Goal of the exercise:
Bring together every line in the data that includes "Right".

(Saved entries)

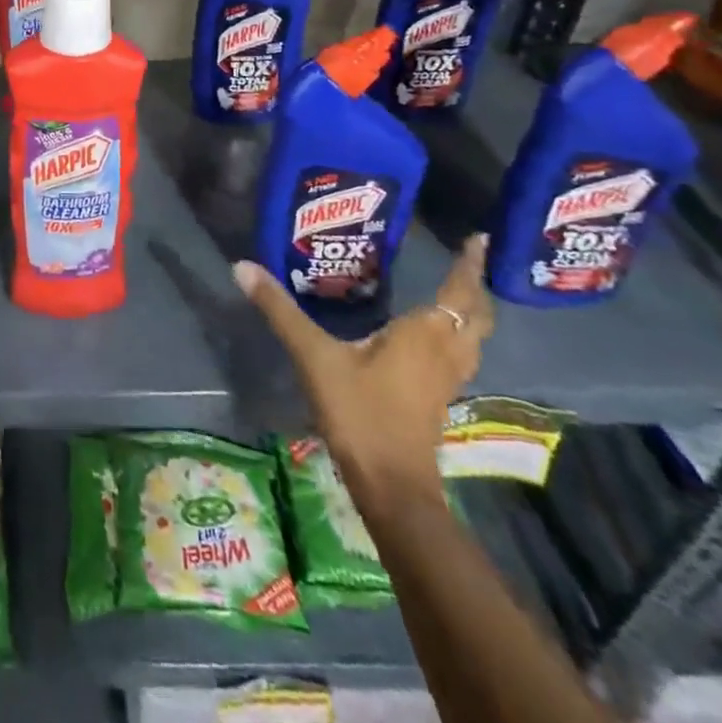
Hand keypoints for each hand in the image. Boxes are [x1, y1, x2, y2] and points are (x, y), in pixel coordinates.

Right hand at [233, 235, 493, 510]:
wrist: (391, 485)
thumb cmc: (360, 412)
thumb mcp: (314, 355)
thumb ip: (280, 310)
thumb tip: (242, 265)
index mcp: (425, 334)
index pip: (458, 291)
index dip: (469, 265)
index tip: (479, 237)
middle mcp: (445, 352)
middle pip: (476, 315)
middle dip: (475, 286)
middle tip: (467, 259)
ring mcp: (446, 379)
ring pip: (472, 338)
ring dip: (470, 313)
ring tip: (455, 291)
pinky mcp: (438, 398)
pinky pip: (459, 355)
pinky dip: (456, 335)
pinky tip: (431, 336)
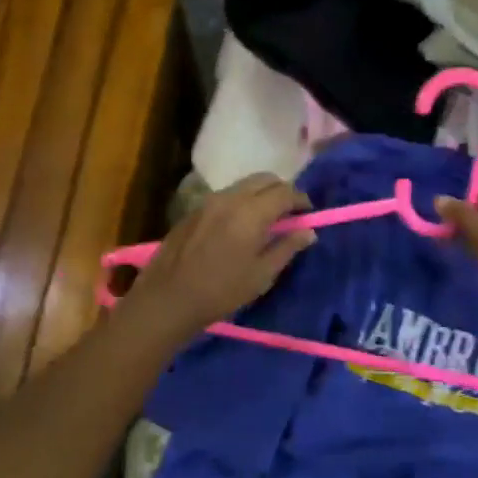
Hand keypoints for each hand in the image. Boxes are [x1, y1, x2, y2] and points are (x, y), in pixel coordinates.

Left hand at [125, 174, 316, 338]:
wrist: (168, 298)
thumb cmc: (221, 291)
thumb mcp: (261, 275)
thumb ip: (287, 248)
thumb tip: (308, 232)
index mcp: (251, 212)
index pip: (285, 192)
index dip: (301, 200)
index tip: (308, 214)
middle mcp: (230, 198)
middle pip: (264, 179)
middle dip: (281, 190)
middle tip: (289, 213)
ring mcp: (208, 201)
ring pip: (243, 185)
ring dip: (260, 194)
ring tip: (266, 219)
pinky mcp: (194, 210)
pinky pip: (226, 196)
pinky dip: (241, 201)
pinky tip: (240, 225)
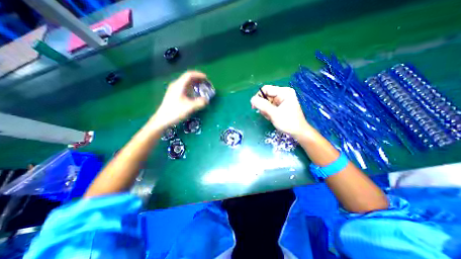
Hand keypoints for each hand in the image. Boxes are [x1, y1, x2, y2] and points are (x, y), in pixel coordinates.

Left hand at [151, 71, 208, 129]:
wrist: (162, 120)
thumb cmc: (175, 112)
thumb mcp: (190, 107)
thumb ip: (200, 103)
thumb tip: (207, 100)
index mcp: (179, 85)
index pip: (189, 75)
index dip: (199, 75)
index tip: (206, 78)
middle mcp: (176, 85)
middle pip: (188, 78)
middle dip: (197, 79)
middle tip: (206, 83)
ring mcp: (174, 90)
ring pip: (186, 84)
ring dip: (195, 84)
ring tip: (202, 88)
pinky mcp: (174, 95)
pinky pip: (184, 88)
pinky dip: (191, 89)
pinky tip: (194, 94)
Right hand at [251, 85, 311, 137]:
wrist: (298, 132)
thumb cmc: (288, 122)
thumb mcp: (274, 113)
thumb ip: (263, 105)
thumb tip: (252, 99)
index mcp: (284, 92)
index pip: (266, 89)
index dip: (258, 97)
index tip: (254, 107)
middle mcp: (283, 94)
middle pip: (266, 96)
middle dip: (263, 106)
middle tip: (266, 114)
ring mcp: (282, 100)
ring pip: (266, 102)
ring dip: (265, 110)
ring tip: (270, 117)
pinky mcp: (280, 105)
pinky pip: (270, 106)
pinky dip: (268, 112)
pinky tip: (272, 117)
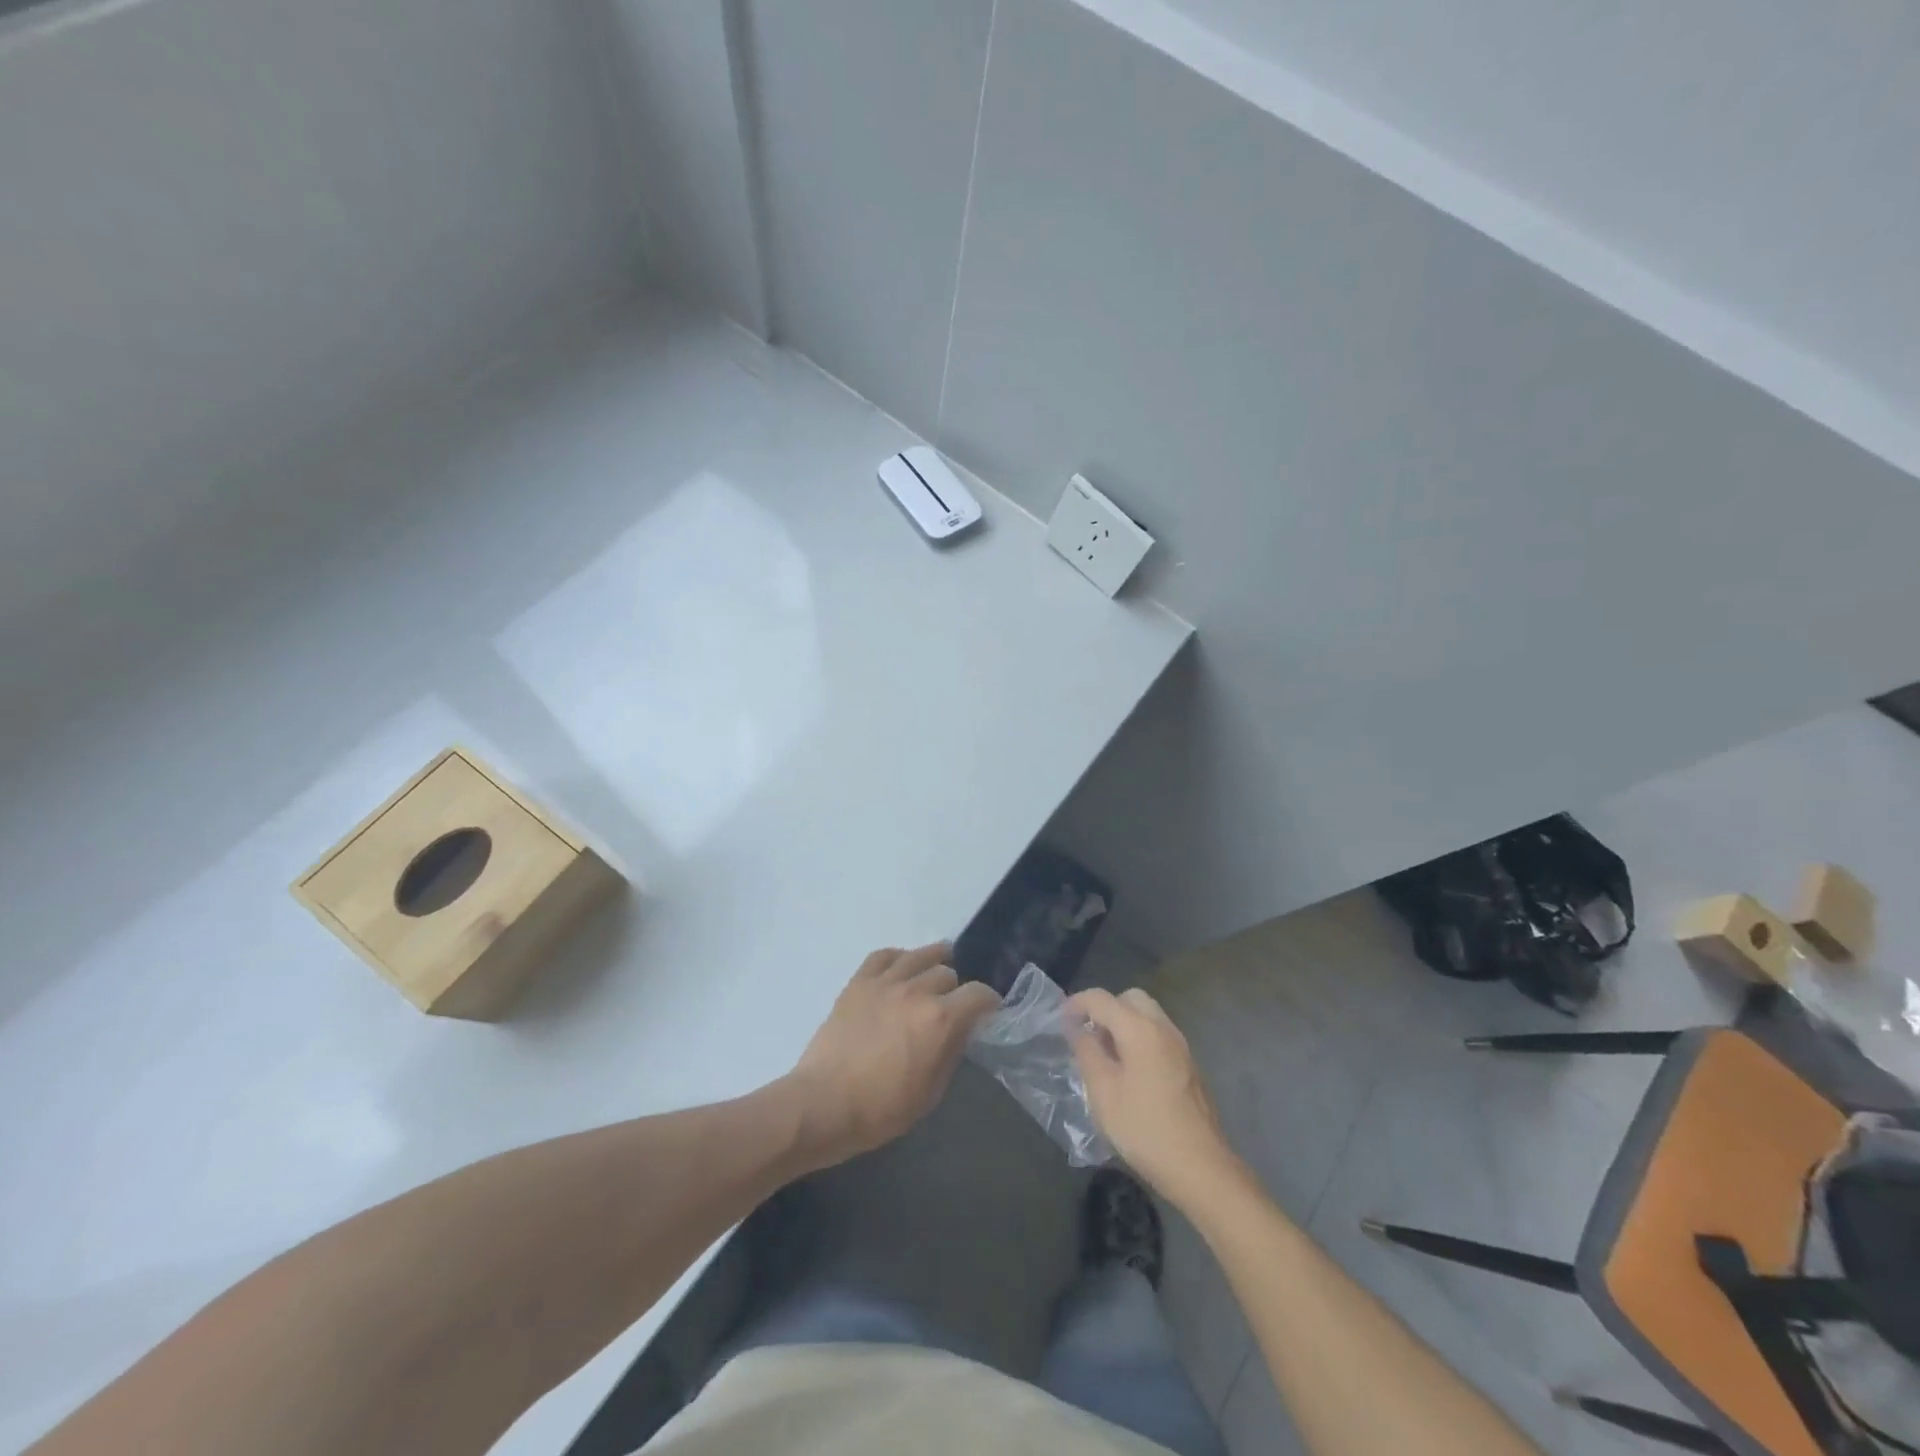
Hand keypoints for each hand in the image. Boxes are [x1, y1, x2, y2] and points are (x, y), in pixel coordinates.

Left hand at [786, 943, 1000, 1164]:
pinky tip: (900, 969)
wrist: (823, 1104)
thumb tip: (962, 1030)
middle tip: (950, 1006)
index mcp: (940, 1020)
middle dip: (955, 989)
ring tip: (933, 971)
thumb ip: (951, 1053)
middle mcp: (916, 991)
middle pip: (948, 973)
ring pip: (920, 956)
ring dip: (932, 963)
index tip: (987, 1012)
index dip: (988, 1002)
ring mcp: (885, 982)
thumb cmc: (880, 1110)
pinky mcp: (858, 982)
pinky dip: (898, 958)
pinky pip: (884, 955)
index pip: (978, 994)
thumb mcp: (930, 1093)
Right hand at [1069, 987, 1242, 1209]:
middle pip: (1130, 999)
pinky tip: (1129, 1072)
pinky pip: (1158, 1036)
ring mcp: (1181, 1047)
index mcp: (1140, 1029)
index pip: (1101, 998)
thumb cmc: (1144, 1128)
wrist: (1201, 1168)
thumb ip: (1087, 1052)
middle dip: (1105, 1009)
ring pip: (1148, 1016)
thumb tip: (1077, 1028)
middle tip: (1087, 1036)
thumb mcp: (1103, 1092)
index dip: (1076, 1003)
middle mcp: (1163, 1028)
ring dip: (1123, 1024)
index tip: (1060, 1020)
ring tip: (1105, 1056)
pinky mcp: (1189, 1066)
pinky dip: (1139, 1038)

Result of the exercise:
Right hand at [233, 235, 493, 510]:
Right hand at [251, 85, 311, 137]:
Right hand at [1069, 987, 1242, 1209]:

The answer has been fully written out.